> _Dataset entries_:
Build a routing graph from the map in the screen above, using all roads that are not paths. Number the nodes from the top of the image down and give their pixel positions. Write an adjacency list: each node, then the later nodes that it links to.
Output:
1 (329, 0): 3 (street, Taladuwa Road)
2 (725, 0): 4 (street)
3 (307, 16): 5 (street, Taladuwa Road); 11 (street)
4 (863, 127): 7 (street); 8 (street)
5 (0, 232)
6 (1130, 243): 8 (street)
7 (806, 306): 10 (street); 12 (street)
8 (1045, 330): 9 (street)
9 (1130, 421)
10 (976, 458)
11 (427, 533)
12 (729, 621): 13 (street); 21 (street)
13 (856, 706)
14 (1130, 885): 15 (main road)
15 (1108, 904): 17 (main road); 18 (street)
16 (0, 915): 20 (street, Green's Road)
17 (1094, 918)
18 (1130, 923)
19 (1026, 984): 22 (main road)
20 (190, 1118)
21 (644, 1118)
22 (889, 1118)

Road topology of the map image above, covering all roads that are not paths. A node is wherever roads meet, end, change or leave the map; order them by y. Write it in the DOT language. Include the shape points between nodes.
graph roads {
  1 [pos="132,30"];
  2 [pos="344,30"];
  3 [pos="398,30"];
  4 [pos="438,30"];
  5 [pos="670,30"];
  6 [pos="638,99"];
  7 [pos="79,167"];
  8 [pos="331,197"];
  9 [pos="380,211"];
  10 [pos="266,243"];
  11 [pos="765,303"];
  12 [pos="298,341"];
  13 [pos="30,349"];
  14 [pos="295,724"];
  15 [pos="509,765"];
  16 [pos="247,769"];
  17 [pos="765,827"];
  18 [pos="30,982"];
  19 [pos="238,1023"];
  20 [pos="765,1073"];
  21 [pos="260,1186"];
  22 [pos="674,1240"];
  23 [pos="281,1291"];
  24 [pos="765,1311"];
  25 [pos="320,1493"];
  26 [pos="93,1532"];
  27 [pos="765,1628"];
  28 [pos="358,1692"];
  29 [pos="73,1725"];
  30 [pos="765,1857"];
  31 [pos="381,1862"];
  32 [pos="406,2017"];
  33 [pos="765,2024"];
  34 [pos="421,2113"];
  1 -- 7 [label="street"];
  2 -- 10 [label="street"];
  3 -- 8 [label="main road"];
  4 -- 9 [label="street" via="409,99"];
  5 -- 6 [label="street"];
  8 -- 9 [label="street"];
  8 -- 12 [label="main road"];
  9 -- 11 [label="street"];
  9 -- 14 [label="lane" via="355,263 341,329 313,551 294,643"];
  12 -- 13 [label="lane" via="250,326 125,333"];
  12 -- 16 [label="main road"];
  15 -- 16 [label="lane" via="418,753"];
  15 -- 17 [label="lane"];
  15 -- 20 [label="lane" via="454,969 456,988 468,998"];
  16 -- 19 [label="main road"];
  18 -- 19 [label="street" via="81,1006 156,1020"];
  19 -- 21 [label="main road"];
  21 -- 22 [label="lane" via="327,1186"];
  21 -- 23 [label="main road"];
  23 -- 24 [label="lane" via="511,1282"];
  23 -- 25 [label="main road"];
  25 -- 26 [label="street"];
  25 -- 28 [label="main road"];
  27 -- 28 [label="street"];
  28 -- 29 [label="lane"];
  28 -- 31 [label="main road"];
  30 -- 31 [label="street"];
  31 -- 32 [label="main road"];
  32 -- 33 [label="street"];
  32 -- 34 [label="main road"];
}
---
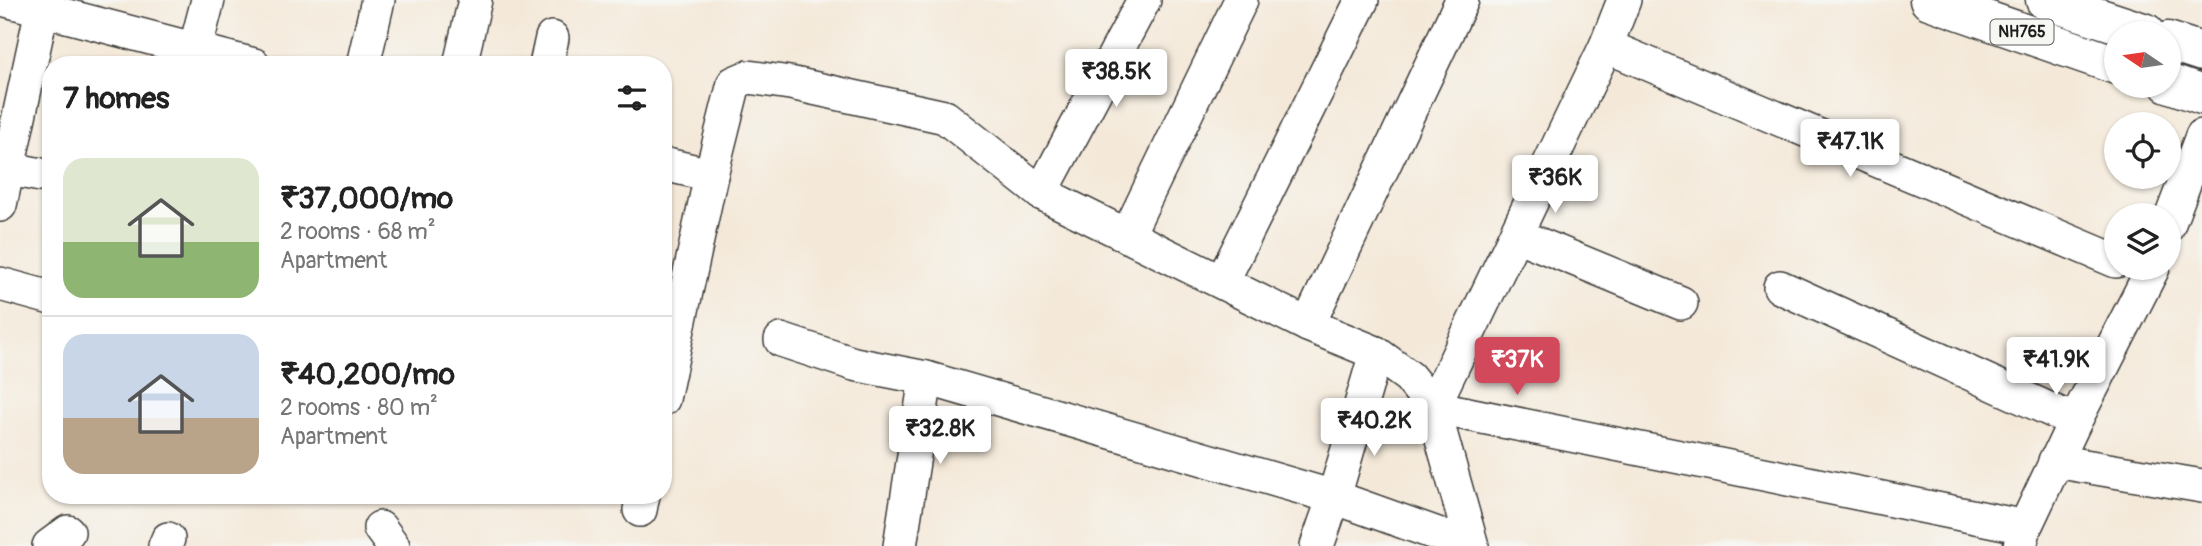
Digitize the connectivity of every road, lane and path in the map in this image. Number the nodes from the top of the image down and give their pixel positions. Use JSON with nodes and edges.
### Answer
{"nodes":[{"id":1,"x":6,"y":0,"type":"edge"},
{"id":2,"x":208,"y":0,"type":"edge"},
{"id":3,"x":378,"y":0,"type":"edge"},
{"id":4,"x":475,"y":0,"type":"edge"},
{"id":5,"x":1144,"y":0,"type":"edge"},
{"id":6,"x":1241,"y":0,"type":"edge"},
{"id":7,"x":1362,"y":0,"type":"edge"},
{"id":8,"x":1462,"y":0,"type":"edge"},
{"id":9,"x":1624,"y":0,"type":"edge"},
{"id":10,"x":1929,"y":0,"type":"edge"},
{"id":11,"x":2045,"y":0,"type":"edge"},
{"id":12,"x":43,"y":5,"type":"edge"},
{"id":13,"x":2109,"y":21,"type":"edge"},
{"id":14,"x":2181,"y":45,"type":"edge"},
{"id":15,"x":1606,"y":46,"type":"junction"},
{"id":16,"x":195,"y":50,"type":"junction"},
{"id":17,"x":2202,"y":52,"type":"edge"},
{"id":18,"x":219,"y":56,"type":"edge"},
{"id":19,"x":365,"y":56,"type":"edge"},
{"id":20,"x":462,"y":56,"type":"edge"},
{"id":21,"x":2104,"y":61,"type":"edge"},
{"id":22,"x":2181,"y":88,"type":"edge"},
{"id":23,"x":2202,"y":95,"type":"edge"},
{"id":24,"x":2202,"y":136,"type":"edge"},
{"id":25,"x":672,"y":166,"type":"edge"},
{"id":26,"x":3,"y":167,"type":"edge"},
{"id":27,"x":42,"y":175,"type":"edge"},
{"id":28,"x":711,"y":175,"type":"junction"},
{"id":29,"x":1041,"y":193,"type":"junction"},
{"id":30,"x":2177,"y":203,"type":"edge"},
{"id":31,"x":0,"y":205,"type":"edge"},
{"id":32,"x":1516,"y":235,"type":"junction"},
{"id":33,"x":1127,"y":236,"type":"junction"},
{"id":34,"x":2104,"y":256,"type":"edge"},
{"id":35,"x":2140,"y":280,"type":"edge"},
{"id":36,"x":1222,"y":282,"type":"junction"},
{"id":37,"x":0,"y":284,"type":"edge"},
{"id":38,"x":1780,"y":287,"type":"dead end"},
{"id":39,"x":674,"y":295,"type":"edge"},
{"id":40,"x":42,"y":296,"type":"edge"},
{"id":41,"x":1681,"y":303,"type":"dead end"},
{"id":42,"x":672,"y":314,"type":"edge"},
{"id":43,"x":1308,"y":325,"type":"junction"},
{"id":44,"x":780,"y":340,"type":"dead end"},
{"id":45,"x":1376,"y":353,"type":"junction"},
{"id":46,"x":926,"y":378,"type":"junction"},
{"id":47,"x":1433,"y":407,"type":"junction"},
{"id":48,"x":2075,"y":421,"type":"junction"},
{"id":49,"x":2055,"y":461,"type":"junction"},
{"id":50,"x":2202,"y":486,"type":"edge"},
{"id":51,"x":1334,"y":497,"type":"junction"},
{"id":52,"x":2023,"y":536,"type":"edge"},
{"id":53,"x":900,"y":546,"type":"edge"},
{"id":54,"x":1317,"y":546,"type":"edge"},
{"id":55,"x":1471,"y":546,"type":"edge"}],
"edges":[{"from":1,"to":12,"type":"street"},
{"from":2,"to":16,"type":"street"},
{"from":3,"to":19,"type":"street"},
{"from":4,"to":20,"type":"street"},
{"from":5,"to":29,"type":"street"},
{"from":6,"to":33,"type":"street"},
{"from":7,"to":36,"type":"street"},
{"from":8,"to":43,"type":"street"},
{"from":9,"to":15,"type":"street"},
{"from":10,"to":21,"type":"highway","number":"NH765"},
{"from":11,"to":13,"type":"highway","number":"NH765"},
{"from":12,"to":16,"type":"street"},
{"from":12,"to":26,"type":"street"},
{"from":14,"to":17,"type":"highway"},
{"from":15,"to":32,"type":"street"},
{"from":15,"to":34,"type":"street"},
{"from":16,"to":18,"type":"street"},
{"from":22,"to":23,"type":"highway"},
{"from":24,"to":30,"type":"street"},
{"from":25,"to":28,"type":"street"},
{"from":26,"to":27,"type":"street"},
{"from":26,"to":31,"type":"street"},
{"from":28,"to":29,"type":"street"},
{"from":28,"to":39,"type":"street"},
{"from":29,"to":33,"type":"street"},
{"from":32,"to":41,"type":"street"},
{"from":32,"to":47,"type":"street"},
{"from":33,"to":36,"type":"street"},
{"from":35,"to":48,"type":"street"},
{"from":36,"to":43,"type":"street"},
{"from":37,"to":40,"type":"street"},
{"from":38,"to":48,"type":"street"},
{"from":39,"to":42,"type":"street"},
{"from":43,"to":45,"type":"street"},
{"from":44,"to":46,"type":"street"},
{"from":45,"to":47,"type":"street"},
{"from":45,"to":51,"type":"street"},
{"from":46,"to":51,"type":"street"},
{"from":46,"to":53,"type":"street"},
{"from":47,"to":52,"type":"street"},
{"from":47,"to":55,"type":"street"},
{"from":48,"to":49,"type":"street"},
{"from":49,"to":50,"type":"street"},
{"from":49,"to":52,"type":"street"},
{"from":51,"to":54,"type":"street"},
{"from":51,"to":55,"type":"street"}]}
---
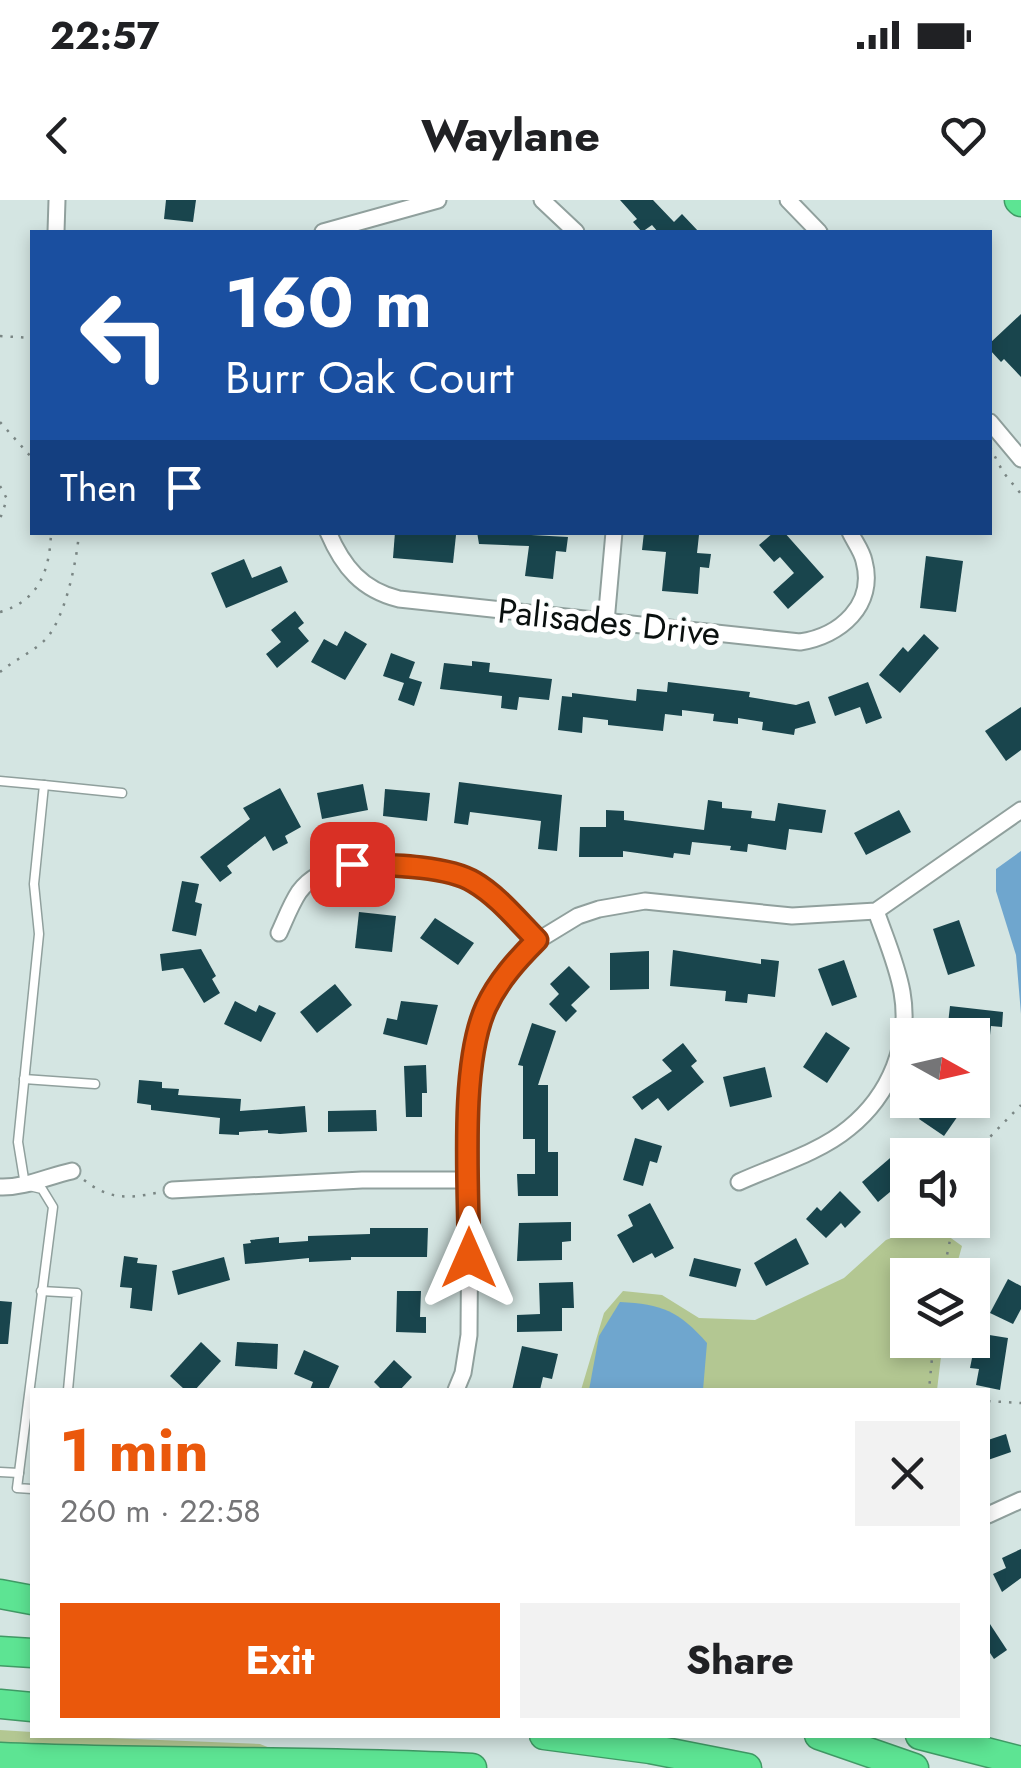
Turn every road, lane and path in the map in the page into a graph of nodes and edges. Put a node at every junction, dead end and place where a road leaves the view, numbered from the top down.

> _Task prompt_:
In the entries above, which lines hold the string "down"? Report all of them.

> _Response area_:
Build a routing graph from the map in the screen above, using all roads that are not paths. Number the nodes from the top of the image down and give their pixel positions. Write an adjacency list: each node, then the later nodes that it links to.
Digitize the connectivity of every road, lane and path in the map in this image. Number the nodes from the top of the image down and give their pixel positions. Use JSON with nodes and edges.
Turn every road, lane and path in the map in the page into a graph of nodes and edges. Put a node at every junction, dead end and place where a road leaves the view, numbered from the top down.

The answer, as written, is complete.